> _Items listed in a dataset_
□ □ □ □ □ □ □

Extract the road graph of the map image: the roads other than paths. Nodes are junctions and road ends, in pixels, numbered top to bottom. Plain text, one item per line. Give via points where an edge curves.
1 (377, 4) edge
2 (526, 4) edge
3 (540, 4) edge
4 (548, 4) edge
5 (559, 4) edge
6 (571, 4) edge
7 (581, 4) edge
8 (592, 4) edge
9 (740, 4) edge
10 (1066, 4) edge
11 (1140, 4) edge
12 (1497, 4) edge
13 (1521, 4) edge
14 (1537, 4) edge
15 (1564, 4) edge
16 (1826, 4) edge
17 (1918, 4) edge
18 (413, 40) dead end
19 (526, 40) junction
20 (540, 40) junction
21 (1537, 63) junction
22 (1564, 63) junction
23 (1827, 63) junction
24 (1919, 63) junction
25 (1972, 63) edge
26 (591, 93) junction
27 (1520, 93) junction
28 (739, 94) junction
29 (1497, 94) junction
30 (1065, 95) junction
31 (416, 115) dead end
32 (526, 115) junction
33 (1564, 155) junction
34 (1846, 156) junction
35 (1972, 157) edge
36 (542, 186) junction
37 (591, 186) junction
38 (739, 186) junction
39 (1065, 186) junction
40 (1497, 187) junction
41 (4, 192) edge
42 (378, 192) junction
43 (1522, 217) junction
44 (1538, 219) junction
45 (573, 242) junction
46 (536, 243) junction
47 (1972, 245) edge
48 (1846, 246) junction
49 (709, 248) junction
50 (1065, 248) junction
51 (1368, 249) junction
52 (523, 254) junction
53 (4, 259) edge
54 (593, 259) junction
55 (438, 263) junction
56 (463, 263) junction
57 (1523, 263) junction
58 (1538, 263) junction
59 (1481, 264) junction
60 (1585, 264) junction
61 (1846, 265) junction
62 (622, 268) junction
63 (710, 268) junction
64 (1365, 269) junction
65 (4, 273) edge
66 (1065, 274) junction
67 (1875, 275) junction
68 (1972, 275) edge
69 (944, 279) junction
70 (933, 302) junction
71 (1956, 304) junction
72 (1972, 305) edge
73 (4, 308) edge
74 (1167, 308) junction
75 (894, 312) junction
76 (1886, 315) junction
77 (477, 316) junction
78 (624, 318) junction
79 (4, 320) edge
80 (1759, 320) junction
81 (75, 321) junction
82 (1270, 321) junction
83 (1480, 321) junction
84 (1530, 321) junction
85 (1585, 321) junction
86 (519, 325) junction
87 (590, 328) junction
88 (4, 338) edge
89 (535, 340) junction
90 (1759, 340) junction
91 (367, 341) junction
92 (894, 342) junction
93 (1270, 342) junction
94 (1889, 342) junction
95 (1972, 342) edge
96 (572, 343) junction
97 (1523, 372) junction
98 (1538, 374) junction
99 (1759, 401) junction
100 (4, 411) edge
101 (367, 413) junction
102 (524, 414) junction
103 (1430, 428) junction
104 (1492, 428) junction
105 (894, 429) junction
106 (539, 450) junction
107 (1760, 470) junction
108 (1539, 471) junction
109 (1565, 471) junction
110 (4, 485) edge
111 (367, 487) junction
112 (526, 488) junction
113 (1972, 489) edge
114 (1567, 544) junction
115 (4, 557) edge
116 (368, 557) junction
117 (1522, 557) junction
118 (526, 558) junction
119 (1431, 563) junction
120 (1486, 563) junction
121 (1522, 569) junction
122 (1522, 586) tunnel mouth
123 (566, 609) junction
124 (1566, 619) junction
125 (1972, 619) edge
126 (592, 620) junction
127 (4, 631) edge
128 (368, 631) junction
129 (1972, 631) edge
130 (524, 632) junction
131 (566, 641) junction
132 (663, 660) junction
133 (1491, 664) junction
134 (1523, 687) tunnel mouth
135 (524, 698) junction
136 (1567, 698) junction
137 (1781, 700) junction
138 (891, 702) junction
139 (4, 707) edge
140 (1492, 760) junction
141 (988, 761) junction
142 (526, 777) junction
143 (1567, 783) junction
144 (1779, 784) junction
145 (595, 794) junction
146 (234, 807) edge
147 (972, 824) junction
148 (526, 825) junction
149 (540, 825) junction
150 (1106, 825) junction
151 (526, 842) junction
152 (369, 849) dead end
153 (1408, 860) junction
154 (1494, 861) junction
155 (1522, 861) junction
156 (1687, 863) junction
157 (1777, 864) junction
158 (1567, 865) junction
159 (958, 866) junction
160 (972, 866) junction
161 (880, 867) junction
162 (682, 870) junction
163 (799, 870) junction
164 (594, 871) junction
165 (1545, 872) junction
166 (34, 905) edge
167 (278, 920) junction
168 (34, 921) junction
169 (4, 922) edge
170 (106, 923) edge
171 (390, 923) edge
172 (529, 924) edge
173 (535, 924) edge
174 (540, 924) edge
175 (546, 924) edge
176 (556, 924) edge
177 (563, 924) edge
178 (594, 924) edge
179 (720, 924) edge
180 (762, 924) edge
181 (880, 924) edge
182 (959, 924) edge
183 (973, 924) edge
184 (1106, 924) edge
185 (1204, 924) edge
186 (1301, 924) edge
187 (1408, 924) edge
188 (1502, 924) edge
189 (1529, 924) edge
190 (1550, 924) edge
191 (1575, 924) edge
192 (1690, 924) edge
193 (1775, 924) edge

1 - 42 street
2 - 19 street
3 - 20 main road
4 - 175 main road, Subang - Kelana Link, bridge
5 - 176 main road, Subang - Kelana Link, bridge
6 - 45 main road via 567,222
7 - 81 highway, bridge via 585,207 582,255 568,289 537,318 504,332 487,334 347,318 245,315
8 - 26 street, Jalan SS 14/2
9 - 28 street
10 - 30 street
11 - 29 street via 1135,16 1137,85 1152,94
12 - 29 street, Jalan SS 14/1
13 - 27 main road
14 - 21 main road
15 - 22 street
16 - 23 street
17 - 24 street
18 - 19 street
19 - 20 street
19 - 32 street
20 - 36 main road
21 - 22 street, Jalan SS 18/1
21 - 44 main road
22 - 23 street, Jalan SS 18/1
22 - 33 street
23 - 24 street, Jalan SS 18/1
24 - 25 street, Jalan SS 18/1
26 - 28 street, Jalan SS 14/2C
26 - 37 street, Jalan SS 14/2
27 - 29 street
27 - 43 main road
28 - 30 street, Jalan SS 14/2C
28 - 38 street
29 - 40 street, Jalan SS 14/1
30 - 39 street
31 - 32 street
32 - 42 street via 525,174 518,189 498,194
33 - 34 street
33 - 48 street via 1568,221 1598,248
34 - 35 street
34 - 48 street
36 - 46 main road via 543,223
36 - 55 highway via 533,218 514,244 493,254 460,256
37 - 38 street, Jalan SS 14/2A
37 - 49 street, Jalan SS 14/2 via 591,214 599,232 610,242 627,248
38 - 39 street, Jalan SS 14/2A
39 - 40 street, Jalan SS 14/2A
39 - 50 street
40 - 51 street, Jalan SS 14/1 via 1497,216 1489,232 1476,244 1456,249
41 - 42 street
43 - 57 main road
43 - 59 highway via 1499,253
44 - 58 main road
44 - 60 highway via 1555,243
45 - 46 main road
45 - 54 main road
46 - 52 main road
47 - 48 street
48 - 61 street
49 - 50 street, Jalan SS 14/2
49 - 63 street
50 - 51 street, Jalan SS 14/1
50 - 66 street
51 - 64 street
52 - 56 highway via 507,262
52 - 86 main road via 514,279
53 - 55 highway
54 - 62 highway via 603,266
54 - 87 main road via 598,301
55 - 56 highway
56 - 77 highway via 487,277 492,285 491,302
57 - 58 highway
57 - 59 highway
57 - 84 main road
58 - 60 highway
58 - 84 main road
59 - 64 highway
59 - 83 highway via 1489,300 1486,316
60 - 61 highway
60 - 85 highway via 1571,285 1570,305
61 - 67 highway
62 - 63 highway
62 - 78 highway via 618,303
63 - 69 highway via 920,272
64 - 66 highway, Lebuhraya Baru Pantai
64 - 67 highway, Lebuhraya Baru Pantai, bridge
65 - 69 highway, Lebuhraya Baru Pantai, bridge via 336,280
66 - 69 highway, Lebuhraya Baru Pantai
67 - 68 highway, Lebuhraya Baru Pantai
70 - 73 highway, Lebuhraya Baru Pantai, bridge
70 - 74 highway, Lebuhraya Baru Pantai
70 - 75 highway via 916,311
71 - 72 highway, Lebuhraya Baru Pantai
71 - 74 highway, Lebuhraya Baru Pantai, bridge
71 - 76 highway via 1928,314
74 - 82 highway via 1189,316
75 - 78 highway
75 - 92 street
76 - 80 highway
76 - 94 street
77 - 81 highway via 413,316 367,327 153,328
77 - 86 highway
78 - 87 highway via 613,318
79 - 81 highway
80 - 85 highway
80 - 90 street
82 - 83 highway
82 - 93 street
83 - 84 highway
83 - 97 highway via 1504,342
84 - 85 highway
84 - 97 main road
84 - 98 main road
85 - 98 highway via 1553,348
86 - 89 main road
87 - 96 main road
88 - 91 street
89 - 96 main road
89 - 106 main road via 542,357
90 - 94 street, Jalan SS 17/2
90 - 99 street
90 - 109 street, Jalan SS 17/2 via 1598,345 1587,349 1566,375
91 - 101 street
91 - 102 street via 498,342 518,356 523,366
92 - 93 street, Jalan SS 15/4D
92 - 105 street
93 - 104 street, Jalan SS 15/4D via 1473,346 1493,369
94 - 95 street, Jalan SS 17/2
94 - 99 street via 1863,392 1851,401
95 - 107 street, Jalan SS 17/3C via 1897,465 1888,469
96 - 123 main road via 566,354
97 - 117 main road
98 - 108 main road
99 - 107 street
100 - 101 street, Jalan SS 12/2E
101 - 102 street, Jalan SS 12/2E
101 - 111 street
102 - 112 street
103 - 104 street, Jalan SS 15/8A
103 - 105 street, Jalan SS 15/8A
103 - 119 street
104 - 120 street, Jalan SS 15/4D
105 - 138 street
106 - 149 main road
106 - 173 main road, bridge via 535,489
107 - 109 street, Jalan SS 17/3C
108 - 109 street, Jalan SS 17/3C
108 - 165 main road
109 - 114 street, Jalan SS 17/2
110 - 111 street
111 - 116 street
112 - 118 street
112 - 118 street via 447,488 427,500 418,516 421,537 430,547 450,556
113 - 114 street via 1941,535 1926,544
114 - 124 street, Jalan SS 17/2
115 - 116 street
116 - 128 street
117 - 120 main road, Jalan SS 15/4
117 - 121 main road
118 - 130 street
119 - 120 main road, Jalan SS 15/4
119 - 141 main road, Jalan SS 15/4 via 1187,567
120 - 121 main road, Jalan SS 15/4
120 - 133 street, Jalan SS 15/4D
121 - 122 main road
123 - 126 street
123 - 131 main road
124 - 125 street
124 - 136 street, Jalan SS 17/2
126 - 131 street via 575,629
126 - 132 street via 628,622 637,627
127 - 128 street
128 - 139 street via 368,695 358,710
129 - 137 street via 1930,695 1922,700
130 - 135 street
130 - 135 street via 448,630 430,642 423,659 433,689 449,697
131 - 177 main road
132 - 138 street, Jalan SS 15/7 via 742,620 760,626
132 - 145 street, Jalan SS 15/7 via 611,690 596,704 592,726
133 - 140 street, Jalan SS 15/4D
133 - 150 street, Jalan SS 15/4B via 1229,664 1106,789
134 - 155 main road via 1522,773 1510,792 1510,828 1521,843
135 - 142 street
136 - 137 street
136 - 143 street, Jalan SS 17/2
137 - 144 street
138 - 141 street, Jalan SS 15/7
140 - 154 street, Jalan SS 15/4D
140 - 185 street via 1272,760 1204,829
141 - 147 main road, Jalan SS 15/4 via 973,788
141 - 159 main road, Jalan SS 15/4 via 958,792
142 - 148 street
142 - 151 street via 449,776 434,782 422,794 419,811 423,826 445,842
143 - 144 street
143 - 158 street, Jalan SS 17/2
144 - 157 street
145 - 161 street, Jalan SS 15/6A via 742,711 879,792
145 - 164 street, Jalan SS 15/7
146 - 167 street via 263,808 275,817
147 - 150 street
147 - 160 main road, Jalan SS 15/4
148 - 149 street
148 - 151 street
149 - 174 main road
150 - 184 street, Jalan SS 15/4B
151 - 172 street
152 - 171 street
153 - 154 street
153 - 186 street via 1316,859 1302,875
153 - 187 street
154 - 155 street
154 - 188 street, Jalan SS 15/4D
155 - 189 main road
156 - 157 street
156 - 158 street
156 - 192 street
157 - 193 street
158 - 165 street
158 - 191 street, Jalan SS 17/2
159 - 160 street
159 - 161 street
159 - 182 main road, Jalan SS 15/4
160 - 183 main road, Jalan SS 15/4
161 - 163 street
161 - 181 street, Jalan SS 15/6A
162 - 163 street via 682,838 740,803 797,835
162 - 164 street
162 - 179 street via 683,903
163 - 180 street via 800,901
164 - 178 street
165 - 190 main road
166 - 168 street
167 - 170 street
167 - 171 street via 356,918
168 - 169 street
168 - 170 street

□ □ □ □ □ □ □

> _WORK INSTRUCTIONS_
Write down how many lines of the data above carry the word "Baru". Nothing else belongs in the answer.

> _EXERCISE OUTPUT_
9